Quand y en a plus, y en a encore
Le digestat : en effet, dans le cadre d’une fermentation anaérobie de la biomasse humide, tout ce qui n’est pas facilement décomposable se retrouvera à la sortie. C’est le digestat, que l’on trouve sous forme solide ou liquide. Riche en nutriments tels que l’azote, le phosphore et le potassium, il peut se composter ou servir d’engrais pour l’agriculture. En Suisse, environ 300 000 m3 de digestat liquide sont produits annuellement dans les installations de méthanisation. Cependant, toute la biomasse humide n’est pas valorisable, comme le précise Yves Membrez de Biomasse Suisse. « Les digestats qui viennent des boues d’épuration ne peuvent être utilisés dans l’agriculture. C’est interdit en Suisse pour des raisons qui remontent à la vache folle, mais aussi parce qu’on n’a pas encore de solutions pour supprimer les résidus médicamenteux présents dans les eaux usées – même si l’idéal serait de ne pas les y mettre. On peut toutefois épandre le digestat qui résulte des autres sources de biomasse humide. »

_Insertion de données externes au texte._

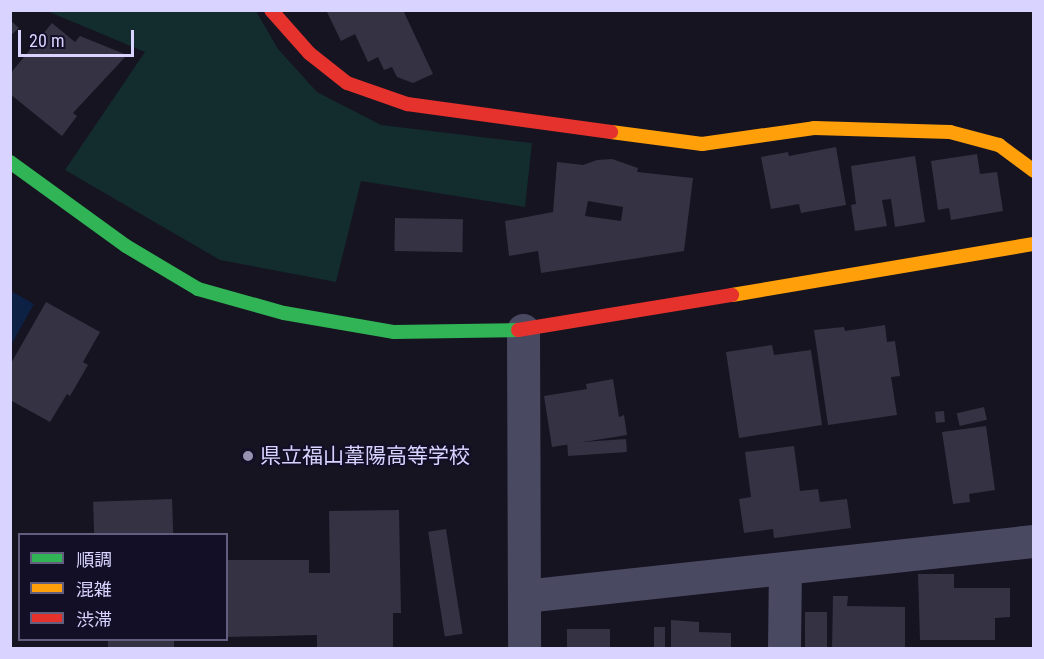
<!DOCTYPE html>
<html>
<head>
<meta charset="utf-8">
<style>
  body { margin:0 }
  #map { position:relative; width:1044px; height:659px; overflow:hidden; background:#161421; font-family:"Roboto Condensed","Noto Sans JP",sans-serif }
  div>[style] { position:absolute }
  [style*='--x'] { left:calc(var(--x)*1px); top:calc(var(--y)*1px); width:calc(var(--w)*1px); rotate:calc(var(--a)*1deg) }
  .green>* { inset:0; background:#132c2d }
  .water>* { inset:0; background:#0d2144 }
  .building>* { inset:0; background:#343243; transform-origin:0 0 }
  .street>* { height:33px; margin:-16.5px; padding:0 16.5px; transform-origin:16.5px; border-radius:16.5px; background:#4a4962 }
  .fast>* { height:14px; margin:-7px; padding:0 7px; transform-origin:7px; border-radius:7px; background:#30b455 }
  .slow>* { height:14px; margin:-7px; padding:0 7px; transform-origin:7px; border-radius:7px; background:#ff9f0a }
  .jam>* { height:14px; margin:-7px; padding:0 7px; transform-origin:7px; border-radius:7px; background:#e5322d }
  .dots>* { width:16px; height:16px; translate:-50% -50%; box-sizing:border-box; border:3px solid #130f26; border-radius:50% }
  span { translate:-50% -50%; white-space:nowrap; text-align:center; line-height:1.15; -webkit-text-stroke:4.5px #130f26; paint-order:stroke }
  .poi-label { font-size:21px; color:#d9d4ff }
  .left { translate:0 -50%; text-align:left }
  .frame { position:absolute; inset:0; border:12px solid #d9d4ff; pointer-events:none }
  .legend { position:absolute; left:18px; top:533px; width:210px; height:108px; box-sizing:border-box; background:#130f26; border:2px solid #625e7d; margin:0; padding:8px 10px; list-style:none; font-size:18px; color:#d9d4ff }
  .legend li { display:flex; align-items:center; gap:12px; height:30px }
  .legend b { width:30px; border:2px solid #625e7d }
  .scale { position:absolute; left:18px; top:30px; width:116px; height:27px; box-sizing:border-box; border:3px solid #d9d4ff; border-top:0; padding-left:8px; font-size:18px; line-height:21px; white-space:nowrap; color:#d9d4ff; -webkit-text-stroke:4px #130f26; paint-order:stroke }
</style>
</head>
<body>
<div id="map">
  <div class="green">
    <div style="clip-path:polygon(47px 11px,256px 11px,278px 49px,317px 92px,381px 125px,532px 143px,525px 207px,361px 181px,336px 282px,220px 260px,65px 170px,145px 52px)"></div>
  </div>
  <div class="water">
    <div style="clip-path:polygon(11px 291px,34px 304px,11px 345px)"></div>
  </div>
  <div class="building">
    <div style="clip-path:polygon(326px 10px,403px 10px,433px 74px,413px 83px,397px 77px,392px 67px,384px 70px,378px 57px,368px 62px,355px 34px,341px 41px)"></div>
    <div style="clip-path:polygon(10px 20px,19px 28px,10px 36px)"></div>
    <div style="clip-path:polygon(52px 23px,75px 42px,80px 36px,127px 55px,73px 113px,77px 116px,62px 136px,10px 94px,10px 74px)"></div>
    <div style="clip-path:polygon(836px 147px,846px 205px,801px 213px,799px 204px,771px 209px,761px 157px,788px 152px,789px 156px)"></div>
    <div style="clip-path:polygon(977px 154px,980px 174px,997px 172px,1003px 211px,951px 220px,949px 208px,938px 210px,931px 161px)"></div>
    <div style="clip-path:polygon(915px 156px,925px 222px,895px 227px,891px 199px,882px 200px,887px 226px,855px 231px,851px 205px,856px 204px,851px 166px)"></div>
    <div style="clip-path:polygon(evenodd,612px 159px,638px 168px,637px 172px,693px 178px,684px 251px,541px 273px,538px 251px,509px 256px,505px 221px,553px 212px,557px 162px,583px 165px,597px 160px,612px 159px,588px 201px,623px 207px,621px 221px,585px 216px,588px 201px)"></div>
    <div style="left:395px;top:218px;width:68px;height:33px;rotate:1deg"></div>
    <div style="clip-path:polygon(46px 302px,100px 332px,83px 362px,88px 365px,70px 396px,67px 394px,50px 422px,10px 400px,10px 365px)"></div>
    <div style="clip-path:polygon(885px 325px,887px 342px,895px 341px,900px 376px,891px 377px,897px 415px,828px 425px,814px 330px,844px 327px,845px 331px)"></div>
    <div style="clip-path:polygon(772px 345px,774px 355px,811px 350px,822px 425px,739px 438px,726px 352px)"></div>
    <div style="clip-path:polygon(613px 379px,619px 417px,624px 415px,627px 435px,552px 447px,544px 396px,587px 389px,586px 384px)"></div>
    <div style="left:984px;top:407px;width:13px;height:28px;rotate:77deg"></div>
    <div style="left:944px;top:411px;width:11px;height:9px;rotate:85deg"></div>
    <div style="clip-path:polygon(986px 426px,995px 490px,969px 494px,970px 502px,953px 504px,942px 432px)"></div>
    <div style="left:626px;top:439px;width:13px;height:59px;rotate:86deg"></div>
    <div style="left:434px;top:444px;width:9px;height:12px;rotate:77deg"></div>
    <div style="clip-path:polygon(794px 446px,800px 491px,818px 489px,820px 502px,847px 499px,851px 528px,774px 538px,773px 529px,744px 533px,739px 499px,751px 497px,745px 452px)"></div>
    <div style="left:172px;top:499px;width:35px;height:79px;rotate:88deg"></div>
    <div style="clip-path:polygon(399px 510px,401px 613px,393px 613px,393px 648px,317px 648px,317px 635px,226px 637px,226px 560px,309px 560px,309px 573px,330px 573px,329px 511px)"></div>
    <div style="left:446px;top:529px;width:106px;height:18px;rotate:81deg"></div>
    <div style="clip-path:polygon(918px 574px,954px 574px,954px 588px,1010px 588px,1010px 617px,995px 618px,995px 640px,920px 640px)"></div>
    <div style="clip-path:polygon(833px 596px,848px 596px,847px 606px,905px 607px,905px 648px,832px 648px)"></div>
    <div style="left:805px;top:612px;width:22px;height:36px"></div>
    <div style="clip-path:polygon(671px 620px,699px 622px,699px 632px,731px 633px,731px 648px,671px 648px)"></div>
    <div style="left:654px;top:627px;width:11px;height:21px"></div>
    <div style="left:567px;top:629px;width:43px;height:19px"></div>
    <div style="left:108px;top:640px;width:66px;height:8px"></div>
  </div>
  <div class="street">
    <div style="--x:523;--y:330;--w:318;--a:89.8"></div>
    <div style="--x:524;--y:596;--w:513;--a:-6.16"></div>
    <div style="--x:784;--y:648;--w:80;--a:-89.3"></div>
  </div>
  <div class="fast">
    <div style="--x:10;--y:162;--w:143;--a:35.9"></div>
    <div style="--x:126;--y:246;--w:84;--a:30.8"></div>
    <div style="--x:198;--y:289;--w:89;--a:15.6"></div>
    <div style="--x:284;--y:313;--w:112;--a:9.8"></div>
    <div style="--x:394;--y:332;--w:124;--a:-0.9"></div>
  </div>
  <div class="slow">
    <div style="--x:611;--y:132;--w:92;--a:7.5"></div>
    <div style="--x:702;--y:144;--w:113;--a:-8.1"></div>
    <div style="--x:814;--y:128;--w:136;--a:1.7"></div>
    <div style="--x:950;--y:132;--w:51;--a:14.9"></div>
    <div style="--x:999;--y:145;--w:44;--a:36.6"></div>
    <div style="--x:732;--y:295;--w:306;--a:-9.6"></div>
  </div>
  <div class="jam">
    <div style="--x:271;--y:10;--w:57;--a:48.5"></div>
    <div style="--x:309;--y:53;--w:48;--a:38.3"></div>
    <div style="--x:347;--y:83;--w:64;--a:19.3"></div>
    <div style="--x:407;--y:104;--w:206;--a:7.8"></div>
    <div style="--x:518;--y:330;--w:217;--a:-9.3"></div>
  </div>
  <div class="dots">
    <div style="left:248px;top:456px;background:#9591b1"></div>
  </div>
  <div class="poi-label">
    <span class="left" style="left:260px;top:456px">県立福山葦陽高等学校</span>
  </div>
  <div class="frame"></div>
  <ul class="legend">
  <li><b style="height:8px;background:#30b455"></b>順調</li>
  <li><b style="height:8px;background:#ff9f0a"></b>混雑</li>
  <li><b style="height:8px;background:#e5322d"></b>渋滞</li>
  </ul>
  <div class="scale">20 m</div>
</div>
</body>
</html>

Le biochar : principalement produit à partir de résidus de bois, le biochar (ou charbon végétal) est un produit dérivé de la pyrolyse de la biomasse, soit la conversion thermique de la matière organique en l'absence d'oxygène. Il peut être utilisé entre autres pour améliorer la fertilité des sols, retenir l'eau et les nutriments, stimuler la croissance des plantes et réduire le recours aux engrais chimiques. Le biochar peut également contribuer à la séquestration du carbone dans les sols.